Directions
Count every line in the data below that includes "FFFFFF", and give only the result.

Data section
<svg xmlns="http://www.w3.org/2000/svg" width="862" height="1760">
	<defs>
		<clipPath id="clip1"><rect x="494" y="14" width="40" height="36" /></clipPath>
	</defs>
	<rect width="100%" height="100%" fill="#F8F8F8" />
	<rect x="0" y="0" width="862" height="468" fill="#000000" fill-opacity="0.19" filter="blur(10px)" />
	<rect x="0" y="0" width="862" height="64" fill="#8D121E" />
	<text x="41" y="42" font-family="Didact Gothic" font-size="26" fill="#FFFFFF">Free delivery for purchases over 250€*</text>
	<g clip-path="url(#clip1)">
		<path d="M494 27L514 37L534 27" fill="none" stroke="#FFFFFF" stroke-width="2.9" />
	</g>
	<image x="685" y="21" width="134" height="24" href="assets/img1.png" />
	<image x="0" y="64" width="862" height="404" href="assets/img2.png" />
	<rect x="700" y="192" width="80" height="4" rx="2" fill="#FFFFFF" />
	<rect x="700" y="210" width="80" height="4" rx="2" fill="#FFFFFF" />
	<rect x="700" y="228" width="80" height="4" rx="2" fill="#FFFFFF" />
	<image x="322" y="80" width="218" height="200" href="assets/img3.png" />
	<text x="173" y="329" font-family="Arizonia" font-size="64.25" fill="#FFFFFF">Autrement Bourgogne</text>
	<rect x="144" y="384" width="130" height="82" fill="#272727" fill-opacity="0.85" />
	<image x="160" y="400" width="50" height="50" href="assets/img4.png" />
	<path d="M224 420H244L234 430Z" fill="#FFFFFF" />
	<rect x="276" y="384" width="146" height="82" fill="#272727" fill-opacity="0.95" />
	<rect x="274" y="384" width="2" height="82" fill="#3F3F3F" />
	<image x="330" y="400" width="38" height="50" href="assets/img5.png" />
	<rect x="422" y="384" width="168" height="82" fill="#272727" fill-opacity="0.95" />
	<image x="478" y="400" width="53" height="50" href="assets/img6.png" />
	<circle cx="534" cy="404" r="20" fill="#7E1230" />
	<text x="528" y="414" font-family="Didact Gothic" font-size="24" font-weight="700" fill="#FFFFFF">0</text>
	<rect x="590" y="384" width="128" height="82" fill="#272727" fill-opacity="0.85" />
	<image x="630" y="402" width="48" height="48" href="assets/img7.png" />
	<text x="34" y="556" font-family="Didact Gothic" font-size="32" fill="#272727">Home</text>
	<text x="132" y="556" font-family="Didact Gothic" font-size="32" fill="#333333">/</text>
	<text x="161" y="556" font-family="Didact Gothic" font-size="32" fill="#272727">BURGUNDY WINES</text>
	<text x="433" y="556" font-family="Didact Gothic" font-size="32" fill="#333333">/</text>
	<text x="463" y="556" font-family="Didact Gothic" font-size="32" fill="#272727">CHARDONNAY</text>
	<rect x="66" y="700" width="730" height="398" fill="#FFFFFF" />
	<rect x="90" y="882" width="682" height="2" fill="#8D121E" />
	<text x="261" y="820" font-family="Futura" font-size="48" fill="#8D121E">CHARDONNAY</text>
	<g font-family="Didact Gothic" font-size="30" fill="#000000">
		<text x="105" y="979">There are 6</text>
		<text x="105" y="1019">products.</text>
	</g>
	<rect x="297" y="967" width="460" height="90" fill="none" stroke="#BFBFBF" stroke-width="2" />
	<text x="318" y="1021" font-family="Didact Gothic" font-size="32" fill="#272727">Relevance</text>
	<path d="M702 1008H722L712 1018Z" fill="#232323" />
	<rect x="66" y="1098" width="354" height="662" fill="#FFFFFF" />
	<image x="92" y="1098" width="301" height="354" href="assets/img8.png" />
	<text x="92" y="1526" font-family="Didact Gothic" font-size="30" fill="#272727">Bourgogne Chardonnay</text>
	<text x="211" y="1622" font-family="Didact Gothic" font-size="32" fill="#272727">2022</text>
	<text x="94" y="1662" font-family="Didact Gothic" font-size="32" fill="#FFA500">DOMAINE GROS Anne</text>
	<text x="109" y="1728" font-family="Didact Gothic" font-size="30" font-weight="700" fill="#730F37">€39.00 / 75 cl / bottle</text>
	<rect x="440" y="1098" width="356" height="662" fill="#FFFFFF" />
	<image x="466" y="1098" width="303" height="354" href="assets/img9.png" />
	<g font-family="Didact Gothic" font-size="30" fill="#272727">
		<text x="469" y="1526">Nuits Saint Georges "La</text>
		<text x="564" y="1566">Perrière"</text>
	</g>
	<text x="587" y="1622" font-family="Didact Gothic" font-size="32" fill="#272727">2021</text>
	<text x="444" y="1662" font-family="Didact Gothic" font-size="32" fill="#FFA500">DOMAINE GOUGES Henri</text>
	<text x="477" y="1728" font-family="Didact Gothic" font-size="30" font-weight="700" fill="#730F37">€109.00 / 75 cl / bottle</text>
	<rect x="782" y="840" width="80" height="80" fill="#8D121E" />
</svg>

Response to the task
11